Member of Parliament for Mannar
- In office 1977–1983
- Preceded by: S. A. Raheem

Personal details
- Born: 24 July 1934
- Died: 13 October 2017 (aged 83)
- Party: Tamil National Alliance
- Profession: Accountant
- Ethnicity: Sri Lankan Tamil
- Religion: Catholic

= P. S. Soosaithasan =

Sri Lankan Tamil politician (1934–2017)

Pilesiyan Sosai Soosaithasan (பிலேசியன் சூசை சூசைதாசன்; 24 July 1934 - 13 October 2017) was a Sri Lankan Tamil accountant, politician and Member of Parliament.

==Early life==
Soosaithasan was born on 24 July 1934. He was from Vankalai in northern Ceylon and was a Catholic.

==Career==
Soosaithasan was an accountant and worked in Ceylon, United Kingdom, Zambia and Canada. He was chief accountant at Lanka Salu Sala, the state owned hand loom and textile manufacturer.

Soosaithasan stood as the Tamil United Liberation Front's candidate in Mannar at the 1977 parliamentary election. He won the election and entered Parliament. He served as chairman of the Public Accounts Committee. Soosaithasan and all other TULF MPs boycotted Parliament from the middle of 1983 for a number of reasons: they were under pressure from Sri Lankan Tamil militants not to stay in Parliament beyond their normal six-year term; the Sixth Amendment to the Constitution of Sri Lanka required them to swear an oath unconditionally renouncing support for a separate state; and the Black July riots in which up to 3,000 Tamils were killed by Sinhalese mobs. After three months of absence, Soosaithasan forfeited his seat in Parliament on 22 October 1983.

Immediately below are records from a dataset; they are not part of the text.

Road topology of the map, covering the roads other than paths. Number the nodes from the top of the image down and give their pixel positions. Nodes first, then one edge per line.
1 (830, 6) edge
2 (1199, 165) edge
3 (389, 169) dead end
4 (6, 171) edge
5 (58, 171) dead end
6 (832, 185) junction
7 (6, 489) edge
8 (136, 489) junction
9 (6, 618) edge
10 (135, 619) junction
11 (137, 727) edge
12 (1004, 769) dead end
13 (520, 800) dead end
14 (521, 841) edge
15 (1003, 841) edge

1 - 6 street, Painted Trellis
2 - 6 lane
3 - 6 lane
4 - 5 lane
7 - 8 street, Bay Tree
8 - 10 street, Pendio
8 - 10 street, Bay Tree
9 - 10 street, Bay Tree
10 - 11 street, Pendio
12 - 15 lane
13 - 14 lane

Later Soosaithasan migrated to Canada where some of his children were living, taking up Canadian citizenship and working as an accountant in the private and public sector. After retirement Soosaithasan returned to Sri Lanka to live in Vankalai, taking up dual citizenship.

Soosaithasan was one of the Tamil National Alliance (TNA) candidates in Vanni District at the 2010 parliamentary election but failed to get elected after coming sixth amongst the TNA candidates.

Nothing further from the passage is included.